"Lev Nikolaevich!" Lizaveta Prokofyevna suddenly called out, "read this now, this very moment, it is directly concerned with your affair."

She hastily handed him a weekly newspaper of the humoristic sort and pointed her finger at an article. While the visitors were still coming in, Lebedev had jumped over to the side of Lizaveta Prokofyevna, whose favor he was currying, and, without saying a word, had taken the newspaper from his side pocket and put it right under her eyes, pointing to a marked-off column. What Lizaveta Prokofyevna had managed to read had astounded and excited her terribly.

"Wouldn't it be better, however, not to read it aloud?" the prince babbled, very embarrassed. "I'll read it by myself. . . later . . ."

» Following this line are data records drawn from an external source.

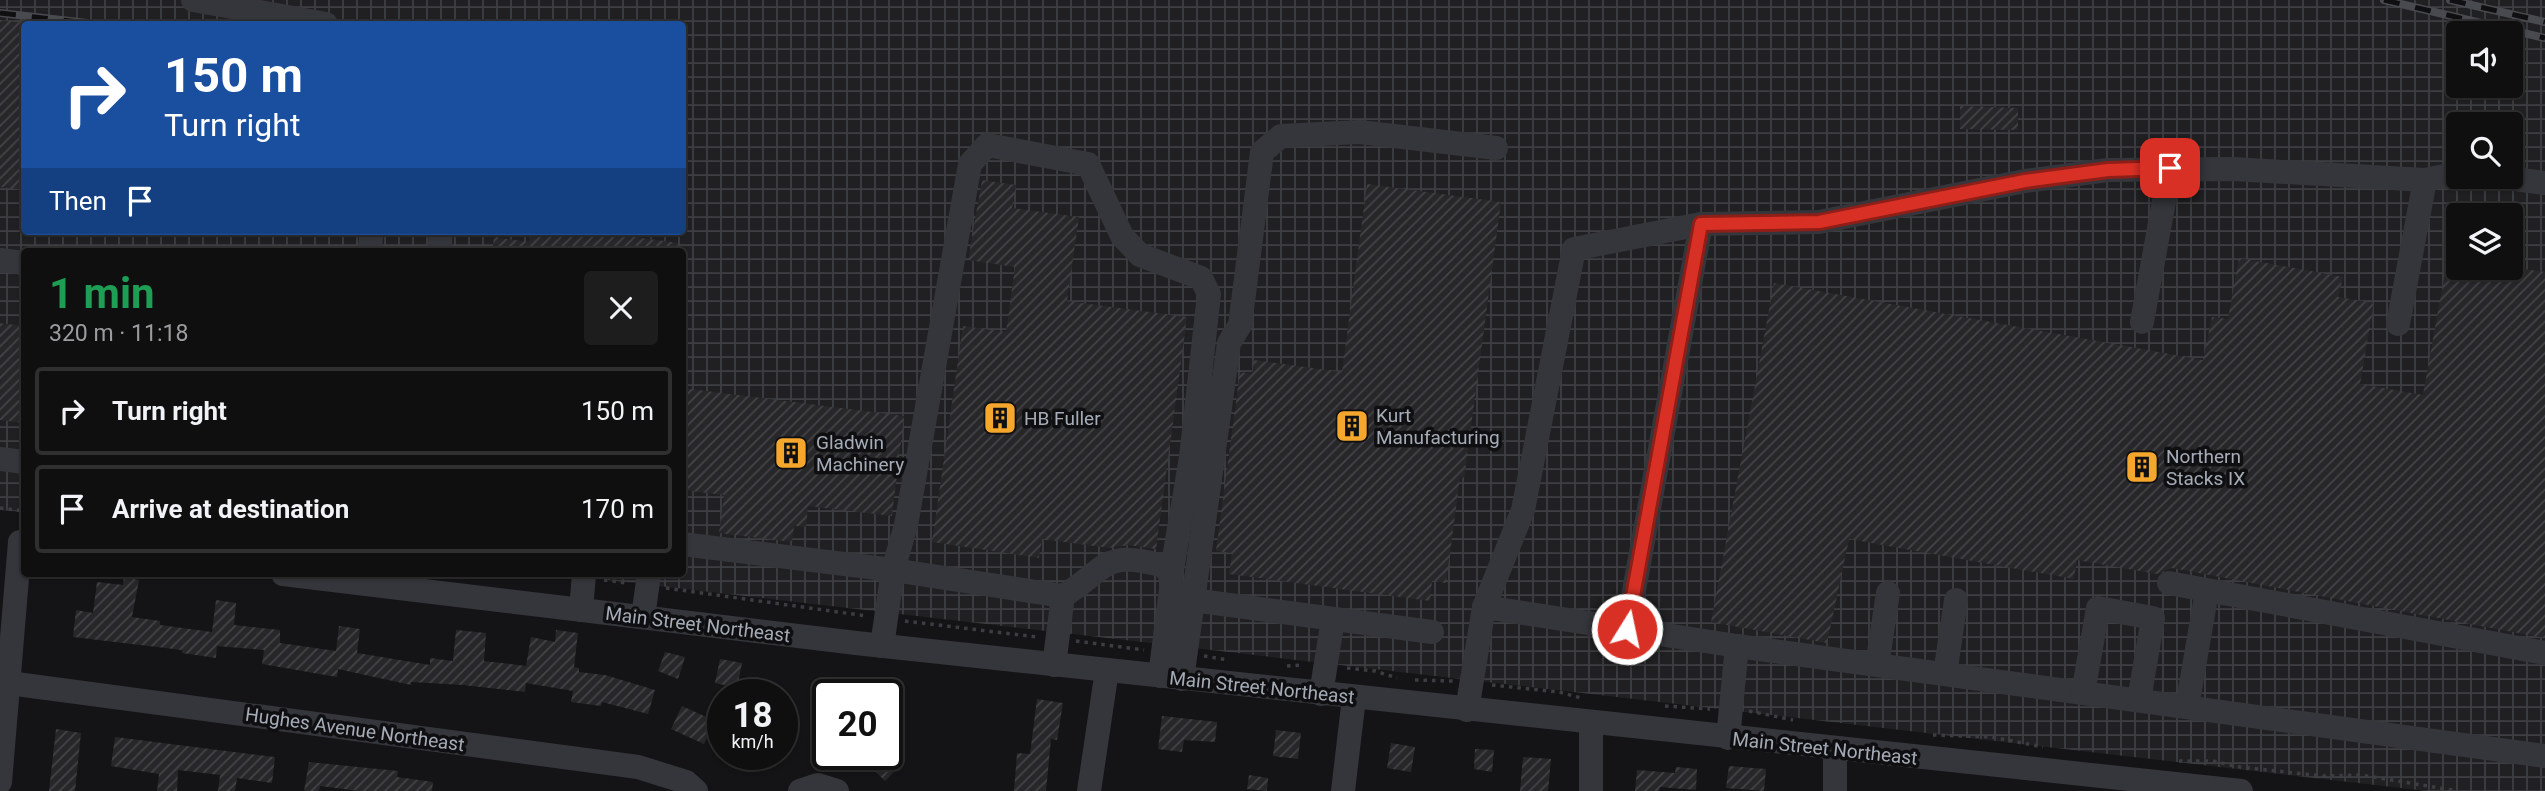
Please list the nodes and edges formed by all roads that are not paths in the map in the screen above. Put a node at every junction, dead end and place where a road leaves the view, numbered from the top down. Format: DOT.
graph roads {
  1 [pos="193,0"];
  2 [pos="309,21"];
  3 [pos="1496,148"];
  4 [pos="2170,168"];
  5 [pos="2446,176"];
  6 [pos="2425,180"];
  7 [pos="2523,180"];
  8 [pos="2545,183"];
  9 [pos="1701,224"];
  10 [pos="0,260"];
  11 [pos="21,263"];
  12 [pos="2142,322"];
  13 [pos="2398,324"];
  14 [pos="0,459"];
  15 [pos="21,462"];
  16 [pos="15,542"];
  17 [pos="686,544"];
  18 [pos="893,570"];
  19 [pos="1171,576"];
  20 [pos="329,577"];
  21 [pos="584,577"];
  22 [pos="648,580"];
  23 [pos="399,581"];
  24 [pos="2169,583"];
  25 [pos="478,586"];
  26 [pos="2207,591"];
  27 [pos="1888,593"];
  28 [pos="1063,596"];
  29 [pos="1192,600"];
  30 [pos="1956,600"];
  31 [pos="1484,607"];
  32 [pos="581,610"];
  33 [pos="643,617"];
  34 [pos="1333,619"];
  35 [pos="1627,629"];
  36 [pos="1432,632"];
  37 [pos="882,646"];
  38 [pos="1737,646"];
  39 [pos="1174,653"];
  40 [pos="2545,653"];
  41 [pos="1054,664"];
  42 [pos="1877,665"];
  43 [pos="1107,670"];
  44 [pos="1945,674"];
  45 [pos="1171,677"];
  46 [pos="9,683"];
  47 [pos="2083,693"];
  48 [pos="1321,694"];
  49 [pos="1354,698"];
  50 [pos="2138,700"];
  51 [pos="2187,706"];
  52 [pos="1467,710"];
  53 [pos="1591,723"];
  54 [pos="1728,738"];
  55 [pos="1835,748"];
  56 [pos="2545,756"];
  57 [pos="0,782"];
  58 [pos="2086,783"];
  59 [pos="2231,790"];
  60 [pos="696,791"];
  61 [pos="800,791"];
  62 [pos="836,791"];
  63 [pos="1089,791"];
  64 [pos="1343,791"];
  65 [pos="1591,791"];
  66 [pos="1835,791"];
  1 -- 2 [label="street"];
  3 -- 29 [label="street"];
  4 -- 6 [label="street"];
  4 -- 9 [label="street"];
  4 -- 12 [label="street"];
  5 -- 6 [label="street"];
  6 -- 13 [label="street"];
  7 -- 8 [label="street"];
  9 -- 31 [label="street"];
  9 -- 35 [label="street"];
  10 -- 11 [label="street"];
  14 -- 15 [label="street"];
  16 -- 46 [label="street"];
  17 -- 18 [label="street"];
  18 -- 19 [label="street"];
  18 -- 28 [label="street"];
  18 -- 37 [label="street"];
  19 -- 28 [label="street"];
  19 -- 39 [label="street"];
  20 -- 23 [label="street, Main Street Northeast"];
  21 -- 32 [label="street"];
  22 -- 33 [label="street"];
  23 -- 25 [label="street, Main Street Northeast"];
  24 -- 26 [label="street"];
  25 -- 32 [label="street, Main Street Northeast"];
  26 -- 40 [label="street"];
  26 -- 51 [label="street"];
  27 -- 42 [label="street"];
  28 -- 41 [label="street"];
  29 -- 34 [label="street"];
  29 -- 39 [label="street"];
  30 -- 44 [label="street"];
  31 -- 35 [label="street"];
  31 -- 52 [label="street"];
  32 -- 33 [label="street, Main Street Northeast"];
  33 -- 37 [label="street, Main Street Northeast"];
  34 -- 36 [label="street"];
  34 -- 48 [label="street"];
  35 -- 38 [label="street"];
  37 -- 41 [label="street, Main Street Northeast"];
  38 -- 42 [label="street"];
  38 -- 54 [label="street"];
  39 -- 45 [label="street"];
  41 -- 43 [label="street, Main Street Northeast"];
  42 -- 44 [label="street"];
  43 -- 45 [label="street, Main Street Northeast"];
  43 -- 63 [label="street"];
  44 -- 47 [label="street"];
  45 -- 48 [label="street, Main Street Northeast"];
  46 -- 57 [label="street"];
  46 -- 60 [label="street, Hughes Avenue Northeast"];
  47 -- 50 [label="street"];
  47 -- 50 [label="street"];
  48 -- 49 [label="street, Main Street Northeast"];
  49 -- 52 [label="street, Main Street Northeast"];
  49 -- 64 [label="street"];
  50 -- 51 [label="street"];
  51 -- 56 [label="street"];
  52 -- 53 [label="street, Main Street Northeast"];
  53 -- 54 [label="street, Main Street Northeast"];
  53 -- 65 [label="street"];
  54 -- 55 [label="street, Main Street Northeast"];
  55 -- 58 [label="street, Main Street Northeast"];
  55 -- 66 [label="street"];
  58 -- 59 [label="street, Main Street Northeast"];
  61 -- 62 [label="street"];
}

"Then you'd better read it, read it right now, aloud! aloud!" Lizaveta Prokofyevna turned to Kolya, snatching the newspaper, which the prince had barely managed to touch, out of his hands. "Read it aloud so that everybody can hear."

Lizaveta Prokofyevna was a hotheaded and passionate lady, so that suddenly and at once, without thinking long, she would sometimes raise all anchors and set out for the open sea without checking the weather. Ivan Fyodorovich stirred anxiously. But meanwhile everyone involuntarily paused at first and waited in perplexity. Kolya unfolded the newspaper and began reading aloud from the place that Lebedev, who had jumped over to him, pointed out:

"Proletarians and Scions, an Episode from Daily and Everyday Robberies! Progress! Reform! Justice!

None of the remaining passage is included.